No, it's an illusion.

lol Nothing like witty smart-ass comments, now I know why most took so well to me on here. :nutkick: Maybe I misunderstood the original question. At 1st I thought it looked as if a stand-alone Arimidex cycle was being planned.
 
lol Nothing like witty smart-ass comments, now I know why most took so well to me on here. :nutkick: Maybe I misunderstood the original question. At 1st I thought it looked as if a stand-alone Arimidex cycle was being planned.

i had the same thought, untill i read #4
 
There's a lot of good information in post #4... I am guilty of being a smart ass, but I do like to be helpfull.
 
Lol, ok I see you guys misunderstood me, but #4 was the key there. I am running this with my Enanthante/Winstrol cycle. Winstrol is being commenced first to kickstart my cycle but once the Enth is in full swing my bloat will be to much. I just want to see if anyone finds my plan of doing Arimidex 6 weeks into my test cycle for 4 weeks is a bad idea? I know I will lose some gains, i just want to see if this is useless to do it this way. There's not a lot of info on this so i am looking for someone who had experience with it.

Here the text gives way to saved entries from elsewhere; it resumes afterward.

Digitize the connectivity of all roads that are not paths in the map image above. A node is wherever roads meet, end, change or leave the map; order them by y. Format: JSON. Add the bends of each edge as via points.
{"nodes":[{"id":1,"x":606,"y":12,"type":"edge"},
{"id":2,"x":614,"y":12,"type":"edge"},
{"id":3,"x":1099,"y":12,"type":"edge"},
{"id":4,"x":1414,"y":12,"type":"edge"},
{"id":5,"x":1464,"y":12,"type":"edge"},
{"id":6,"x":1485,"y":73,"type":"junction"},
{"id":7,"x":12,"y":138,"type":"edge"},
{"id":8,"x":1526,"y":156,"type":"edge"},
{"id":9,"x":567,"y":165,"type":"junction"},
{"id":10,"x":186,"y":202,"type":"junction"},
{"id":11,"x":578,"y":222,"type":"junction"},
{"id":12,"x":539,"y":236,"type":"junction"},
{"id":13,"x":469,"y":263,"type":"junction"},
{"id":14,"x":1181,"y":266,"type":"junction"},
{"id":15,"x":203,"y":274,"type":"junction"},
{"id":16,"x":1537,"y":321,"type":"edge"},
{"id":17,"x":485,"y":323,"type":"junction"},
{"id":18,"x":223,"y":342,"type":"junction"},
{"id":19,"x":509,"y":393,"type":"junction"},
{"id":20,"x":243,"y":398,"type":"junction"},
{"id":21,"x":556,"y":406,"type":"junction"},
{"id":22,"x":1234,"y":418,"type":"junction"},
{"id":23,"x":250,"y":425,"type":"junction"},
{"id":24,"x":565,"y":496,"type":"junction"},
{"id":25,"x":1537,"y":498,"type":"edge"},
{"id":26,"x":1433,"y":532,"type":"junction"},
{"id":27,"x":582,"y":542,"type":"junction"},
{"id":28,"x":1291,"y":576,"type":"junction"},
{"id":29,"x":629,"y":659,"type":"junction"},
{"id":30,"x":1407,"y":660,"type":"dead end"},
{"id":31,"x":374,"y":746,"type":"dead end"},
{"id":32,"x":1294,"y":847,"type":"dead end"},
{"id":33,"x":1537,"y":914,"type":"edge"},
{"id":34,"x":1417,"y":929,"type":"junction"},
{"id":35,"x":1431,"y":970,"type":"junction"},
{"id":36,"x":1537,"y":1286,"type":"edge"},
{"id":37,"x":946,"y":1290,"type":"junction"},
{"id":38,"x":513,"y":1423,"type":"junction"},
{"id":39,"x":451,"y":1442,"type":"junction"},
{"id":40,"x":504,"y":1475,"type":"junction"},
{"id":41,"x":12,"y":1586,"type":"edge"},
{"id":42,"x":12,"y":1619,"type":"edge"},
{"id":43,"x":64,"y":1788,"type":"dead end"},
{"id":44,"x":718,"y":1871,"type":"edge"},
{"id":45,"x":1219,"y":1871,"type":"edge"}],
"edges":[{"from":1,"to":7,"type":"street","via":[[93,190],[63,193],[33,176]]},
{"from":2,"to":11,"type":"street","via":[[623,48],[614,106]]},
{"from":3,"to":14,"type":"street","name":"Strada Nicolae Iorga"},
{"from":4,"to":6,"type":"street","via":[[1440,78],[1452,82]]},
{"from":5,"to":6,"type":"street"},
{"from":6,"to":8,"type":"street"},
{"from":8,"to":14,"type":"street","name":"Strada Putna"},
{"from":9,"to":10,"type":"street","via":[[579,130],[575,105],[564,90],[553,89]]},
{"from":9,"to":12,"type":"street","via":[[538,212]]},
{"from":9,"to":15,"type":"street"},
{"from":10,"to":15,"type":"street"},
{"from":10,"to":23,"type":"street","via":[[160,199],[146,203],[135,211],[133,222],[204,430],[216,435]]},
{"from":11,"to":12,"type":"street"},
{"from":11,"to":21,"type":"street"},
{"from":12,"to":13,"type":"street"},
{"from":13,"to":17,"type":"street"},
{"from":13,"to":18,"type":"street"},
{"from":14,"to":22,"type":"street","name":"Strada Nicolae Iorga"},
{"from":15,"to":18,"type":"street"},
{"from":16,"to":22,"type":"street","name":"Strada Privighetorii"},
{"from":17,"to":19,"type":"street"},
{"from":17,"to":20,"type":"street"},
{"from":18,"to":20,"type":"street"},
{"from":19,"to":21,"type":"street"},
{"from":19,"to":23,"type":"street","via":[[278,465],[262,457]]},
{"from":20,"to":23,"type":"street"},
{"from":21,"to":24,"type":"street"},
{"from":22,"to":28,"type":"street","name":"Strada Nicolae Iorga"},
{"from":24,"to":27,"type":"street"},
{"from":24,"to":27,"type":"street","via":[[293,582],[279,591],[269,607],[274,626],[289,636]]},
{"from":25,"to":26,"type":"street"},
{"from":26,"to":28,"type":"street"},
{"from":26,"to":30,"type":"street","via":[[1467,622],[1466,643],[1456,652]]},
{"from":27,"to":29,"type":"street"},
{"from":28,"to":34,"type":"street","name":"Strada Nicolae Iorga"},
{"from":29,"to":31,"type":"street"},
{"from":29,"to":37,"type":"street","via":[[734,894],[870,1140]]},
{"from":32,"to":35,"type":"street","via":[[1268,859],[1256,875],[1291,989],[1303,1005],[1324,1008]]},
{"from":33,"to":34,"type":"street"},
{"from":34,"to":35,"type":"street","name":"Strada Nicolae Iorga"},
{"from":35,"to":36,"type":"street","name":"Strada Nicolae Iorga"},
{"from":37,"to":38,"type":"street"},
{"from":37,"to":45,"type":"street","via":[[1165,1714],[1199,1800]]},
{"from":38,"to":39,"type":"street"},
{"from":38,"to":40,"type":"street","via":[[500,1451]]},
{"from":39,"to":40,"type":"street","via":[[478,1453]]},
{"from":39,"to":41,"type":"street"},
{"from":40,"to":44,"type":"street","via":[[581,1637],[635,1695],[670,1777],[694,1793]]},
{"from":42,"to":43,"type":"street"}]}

Arimidex all on it's own, now that is funny.
 
Summer Cycle
==========
20 Newport Cigarettes ED @ 1.2 mg nicotine, 16 mg tar each (For fat loss and apetite control)
3 cans of Sprite ED @ 12 oz (for upping carbs and calories)
100 mg Test Cypionate, daily, rotating injection sites between left and right testicle, to prevent atrophy, with 7th day injection into glans for girth enhancement
20 mg Dianabol daily for weeks 1-4, chopped into fine lines, one per nostril
1 glass single malt scotch on the rocks, for liver protection, ED (Note: If stacking, stack with Coca Cola instead of Sprite)
Arimidex, 1mg daily via suppository (have a gym buddy help push it in far enough to be effective, otherwise it will be wasted)

Note: With a cycle such as this, research and/or using the search tool is EXTREMELY discouraged - you should rely completely on internet strangers, such as myself, for reliable medical advice. You'll just have to accept that this cycle works for me, and that you should mimic it exactly.

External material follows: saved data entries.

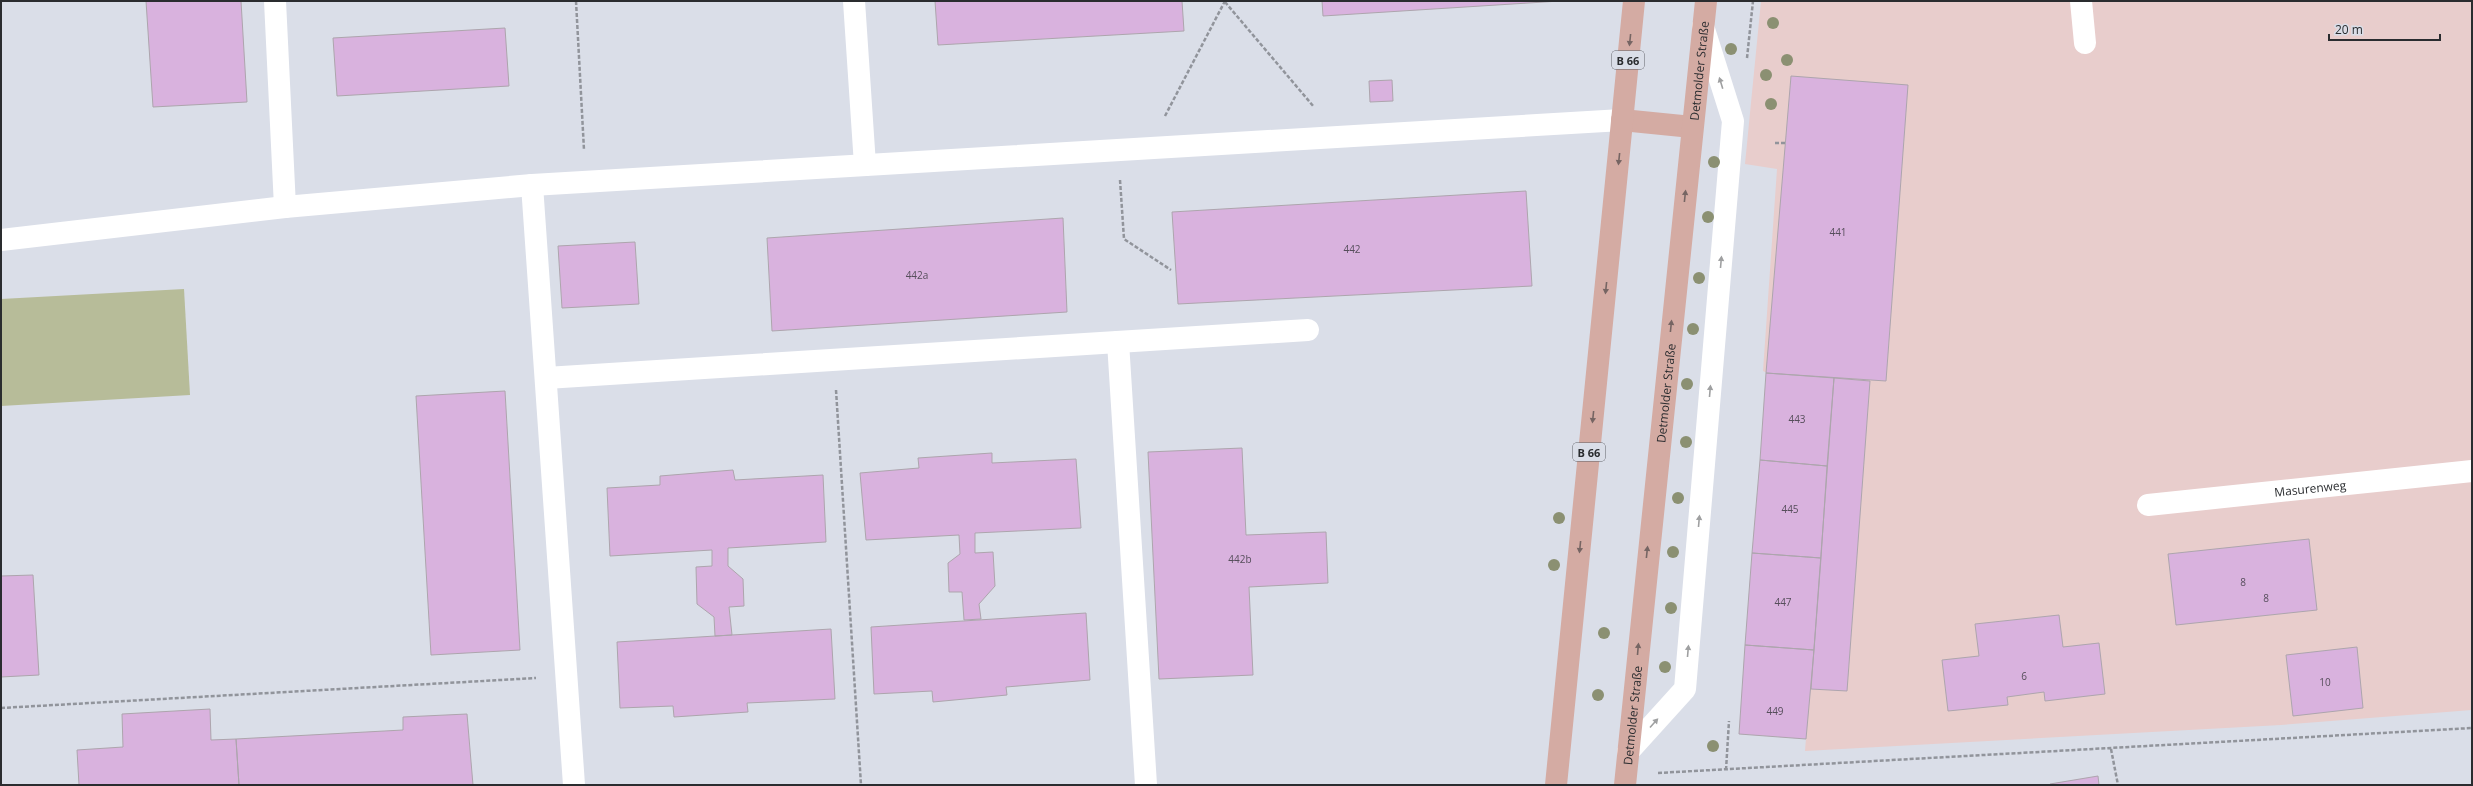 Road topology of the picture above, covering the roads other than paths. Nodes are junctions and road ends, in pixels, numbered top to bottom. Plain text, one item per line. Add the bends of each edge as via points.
1 (275, 1) edge
2 (854, 1) edge
3 (1634, 1) edge
4 (1706, 1) edge
5 (2081, 1) edge
6 (1703, 26) junction
7 (2085, 43) dead end
8 (1622, 120) junction
9 (1692, 127) junction
10 (865, 165) junction
11 (532, 185) junction
12 (285, 207) junction
13 (1, 240) edge
14 (1308, 330) dead end
15 (1118, 342) junction
16 (546, 378) junction
17 (2472, 471) edge
18 (2148, 505) dead end
19 (1628, 752) junction
20 (574, 785) edge
21 (1146, 785) edge
22 (1556, 785) edge
23 (1625, 785) edge

1 - 12 street
2 - 10 street
3 -> 8 main road, B 66
4 - 6 main road, Detmolder Straße
5 - 7 street
6 - 9 main road, Detmolder Straße
19 -> 6 street via 1685,689 1733,121
8 - 9 main road
8 - 10 street
8 -> 22 main road, B 66
19 -> 9 main road, Detmolder Straße
10 - 11 street
11 - 12 street
11 - 16 street
12 - 13 street
14 - 15 street
15 - 16 street
15 - 21 street
16 - 20 street
17 - 18 street, Masurenweg
19 - 23 main road, Detmolder Straße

AVOID any reading of stickies or predetermined beginner cycles; in America, we believe in reinventing the wheel.

Hope this helps,
<3 Phil
 
I'm already a legend in my own mind. But thank you!

I just recently added Newports to my stack, and my appetite is way down! I have skipped all forms of cardio for at least a week, and my weight is still down!
 
And you say you're on Test too? What a joke. I mean Testosterone isn't even a real steroid. It's weaker than H-Drol.